Re: [Distutils] PEP 376 - site-directories and site.addsitedir
On Thu, May 14, 2009 at 12:33 PM, Noah Gift <noah.gift@gmail.com> wrote:
One thing that isn't clear to me is whether this could then lead to a potentially new third party packaging system, or library, that will just do the same thing again, and create a linear scanning algorithm. Is there a way to architect things in a way that will never increase the number of stats to the filesystem or limit them?
I'd like to make a difference between what is "importable" and what is "installed" in Python. what's "installed" for me is what is in a site-packages directory that contains egg-info directories. At startup, you have to visit at least once every site-packages directory, that's linear and that won't go away. But it's OK eventually, with a cache or a memory index that takes care of making the lookup code non-linear after Python has started *as long as sys.path is not involved* So, by restricting this API to site-packages (e.g. "installed"), rather than sys.path (eg "importable"), is just a way of limiting the scope to some specific places where you are supposed to install packages (and where egg-info files are located). When a program is launched, the site-packages places should be limited to: - the python site-packages (wether is central, wether it's local, using virtualenv) - the per user site-packages (PEP 370) - maybe a third place added manually using site.addsitedir()
One other thing that hopefully isn't off topic is the idea of scanning for imports in general. Does it at all seem logical to have an option for python to have zero scanning to load a module? After all if you really know the path to a module, why do you need to scan anything first to find it?
well if it's not loaded already, you have to find it don't you ? And you don't know where it is, you have to locate it (see imporlib and pep 302) But for me that's another story, than locating the metadata info of an installed package.

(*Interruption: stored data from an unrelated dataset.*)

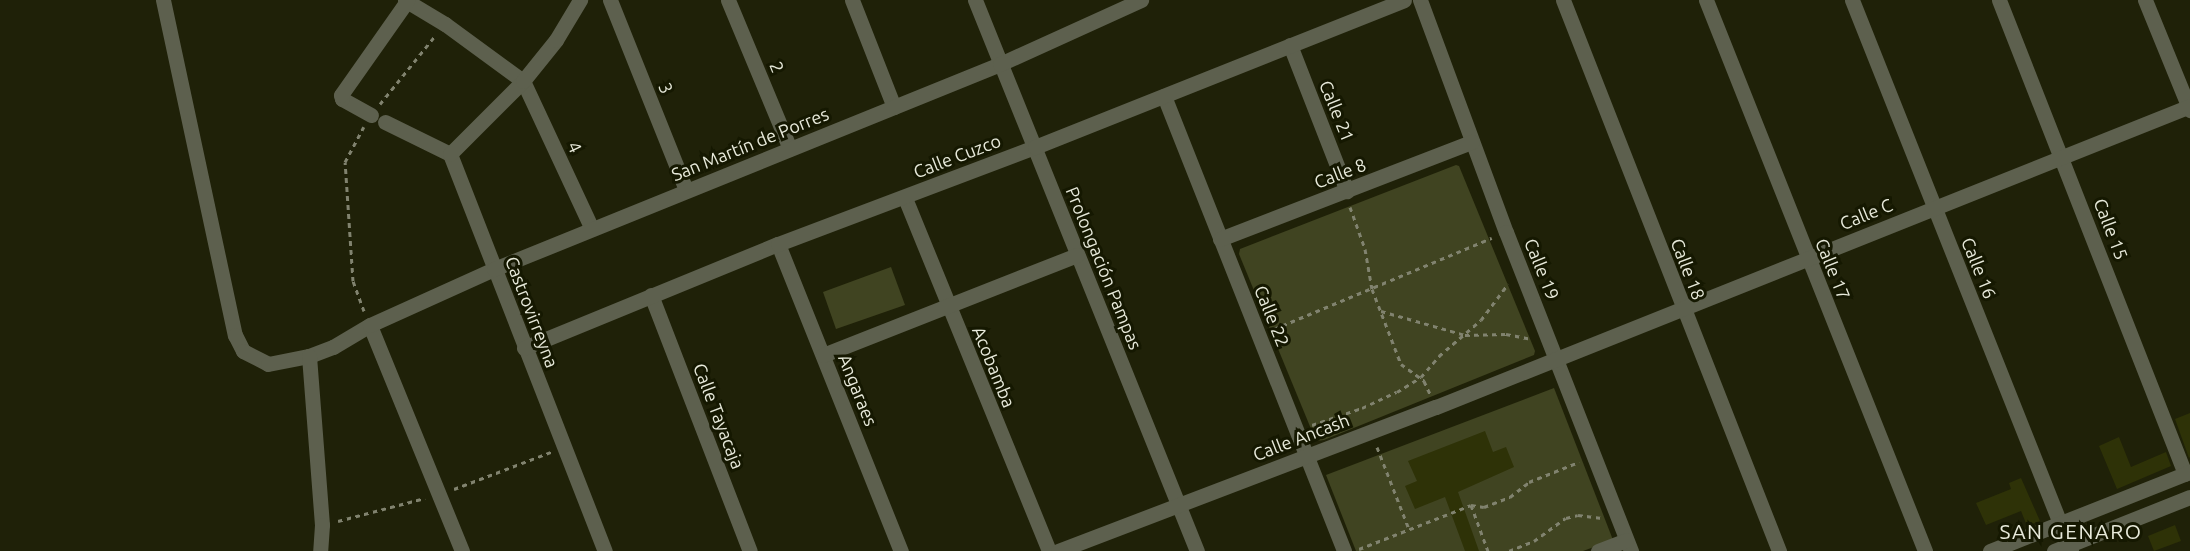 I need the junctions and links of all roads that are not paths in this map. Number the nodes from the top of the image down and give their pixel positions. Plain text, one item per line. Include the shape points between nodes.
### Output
1 (163, 0) edge
2 (579, 0) edge
3 (610, 0) edge
4 (728, 0) edge
5 (852, 0) edge
6 (975, 0) edge
7 (1404, 0) edge
8 (1420, 0) edge
9 (1563, 0) edge
10 (1706, 0) edge
11 (1852, 0) edge
12 (1999, 0) edge
13 (2145, 0) edge
14 (406, 1) edge
15 (1131, 2) edge
16 (1290, 45) junction
17 (1000, 64) junction
18 (523, 81) junction
19 (1164, 96) junction
20 (894, 107) junction
21 (2190, 108) edge
22 (1472, 142) junction
23 (1035, 147) junction
24 (790, 149) junction
25 (450, 154) junction
26 (2062, 157) junction
27 (686, 190) junction
28 (1346, 191) junction
29 (905, 198) junction
30 (1935, 208) junction
31 (592, 229) junction
32 (1220, 238) junction
33 (778, 244) junction
34 (1077, 255) junction
35 (1808, 259) junction
36 (494, 269) junction
37 (651, 295) junction
38 (948, 306) junction
39 (1683, 309) junction
40 (372, 323) junction
41 (524, 348) junction
42 (309, 356) junction
43 (823, 356) junction
44 (1557, 358) junction
45 (1307, 456) junction
46 (2187, 473) edge
47 (2190, 497) edge
48 (1178, 504) junction
49 (2060, 523) junction
50 (1629, 545) edge
51 (2070, 548) edge
52 (320, 551) edge
53 (462, 551) edge
54 (605, 551) edge
55 (750, 551) edge
56 (901, 551) edge
57 (1049, 551) edge
58 (1058, 551) edge
59 (1197, 551) edge
60 (1344, 551) edge
61 (1598, 551) edge
62 (1779, 551) edge
63 (1925, 551) edge
64 (1990, 551) edge
65 (2054, 551) edge

1 - 42 street, San Martín de Porres via 235,335 243,351 268,364
2 - 18 street via 556,40
3 - 27 street, 3
4 - 24 street, 2
5 - 20 street
6 - 17 street, Prolongación Pampas
7 - 16 street, Calle Cuzco
8 - 22 street, Calle 19
9 - 39 street, Calle 18
10 - 35 street, Calle 17
11 - 30 street, Calle 16
12 - 26 street, Calle 15
13 - 21 street
14 - 18 street via 445,24
14 - 25 street via 341,95 342,99
15 - 17 street, San Martín de Porres
16 - 19 street, Calle Cuzco
16 - 28 street, Calle 21
17 - 20 street, San Martín de Porres
17 - 23 street, Prolongación Pampas
18 - 25 street
18 - 31 street, 4
19 - 23 street, Calle Cuzco
19 - 32 street, Calle 22
20 - 24 street, San Martín de Porres
21 - 26 street, Calle C
22 - 28 street, Calle 8
22 - 44 street, Calle 19
23 - 29 street, Calle Cuzco
23 - 34 street, Prolongación Pampas
24 - 27 street, San Martín de Porres
25 - 36 street, Castrovirreyna
26 - 30 street, Calle C
26 - 46 street, Calle 15
27 - 31 street, San Martín de Porres
28 - 32 street, Calle 8
29 - 33 street, Calle Cuzco
29 - 38 street, Acobamba
30 - 35 street, Calle C
30 - 49 street, Calle 16
31 - 36 street, San Martín de Porres
32 - 45 street, Calle 22
33 - 37 street, Calle Cuzco
33 - 43 street, Angaraes
34 - 38 street
34 - 48 street, Prolongación Pampas
35 - 39 street, Calle C
35 - 63 street, Calle 17
36 - 40 street, San Martín de Porres
36 - 41 street, Castrovirreyna
37 - 41 street, Calle Cuzco
37 - 55 street, Calle Tayacaja
38 - 43 street
38 - 57 street, Acobamba
39 - 44 street, Calle C
39 - 62 street, Calle 18
40 - 42 street, San Martín de Porres
40 - 53 street
41 - 54 street, Castrovirreyna
42 - 52 street via 322,525
43 - 56 street, Angaraes
44 - 45 street, Calle Ancash
44 - 50 street, Calle 19
45 - 48 street, Calle Ancash
45 - 60 street, Calle 22
46 - 49 street
47 - 51 street
48 - 58 street, Calle Ancash
48 - 59 street, Prolongación Pampas
49 - 51 street, Calle 16
49 - 64 street
50 - 61 street
51 - 65 street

Tarek
2009/5/14 Tarek Ziadé <ziade.tarek@gmail.com>:
I'd like to make a difference between what is "importable" and what is "installed" in Python.

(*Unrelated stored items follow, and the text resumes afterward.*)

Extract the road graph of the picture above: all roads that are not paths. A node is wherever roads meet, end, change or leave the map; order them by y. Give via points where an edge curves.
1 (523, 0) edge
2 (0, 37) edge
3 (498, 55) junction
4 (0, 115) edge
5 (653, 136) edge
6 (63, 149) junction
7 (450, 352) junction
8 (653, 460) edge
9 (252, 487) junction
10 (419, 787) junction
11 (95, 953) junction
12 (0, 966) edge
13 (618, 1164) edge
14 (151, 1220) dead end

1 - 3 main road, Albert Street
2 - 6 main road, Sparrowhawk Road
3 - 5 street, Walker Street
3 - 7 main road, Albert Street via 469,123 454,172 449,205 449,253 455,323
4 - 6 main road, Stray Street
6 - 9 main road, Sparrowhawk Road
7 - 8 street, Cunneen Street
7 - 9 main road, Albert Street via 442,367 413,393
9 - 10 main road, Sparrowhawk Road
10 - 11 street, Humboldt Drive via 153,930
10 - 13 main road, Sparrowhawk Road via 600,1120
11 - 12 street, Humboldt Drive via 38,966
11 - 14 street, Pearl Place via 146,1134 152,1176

what's "installed" for me is what is in a site-packages directory that contains egg-info directories.
I'm not sure how well-defined that is. Can you precisely define what a "site-packages directory" is? Specifically, what about the Windows registry items under HKLM\Software\Python\PythonCore\x.y\PythonPath? There may be other "special" locations, I can't recall for certain. Paul.
On Thu, 14 May 2009 14:38:07 +0100, Paul Moore <p.f.moore@gmail.com> wrote:
2009/5/14 Tarek Ziadé <ziade.tarek@gmail.com>:
I'm not sure how well-defined that is. Can you precisely define what a "site-packages directory" is?
Site-packages is referenced from the "original" site.py code. It is a place from my reading where all packages common for the python installation are stored. It is the site repository for all extra packages. It's specifically hardcoded with an os.path.join(python-path,"lib","site-packages") command. Specifically, what about the Windows
registry items under HKLM\Software\Python\PythonCore\x.y\PythonPath? There may be other "special" locations, I can't recall for certain.
There's a user-packages location under python 2.6 But it's use hasn't been picked up. If it was under linux then the equivalent would possibly be ~/.user-packages. David
2009/5/14 David Lyon <david.lyon@preisshare.net>:
On Thu, 14 May 2009 14:38:07 +0100, Paul Moore <p.f.moore@gmail.com> wrote:
2009/5/14 Tarek Ziadé <ziade.tarek@gmail.com>:
I'm not sure how well-defined that is. Can you precisely define what a "site-packages directory" is?
Site-packages is referenced from the "original" site.py code.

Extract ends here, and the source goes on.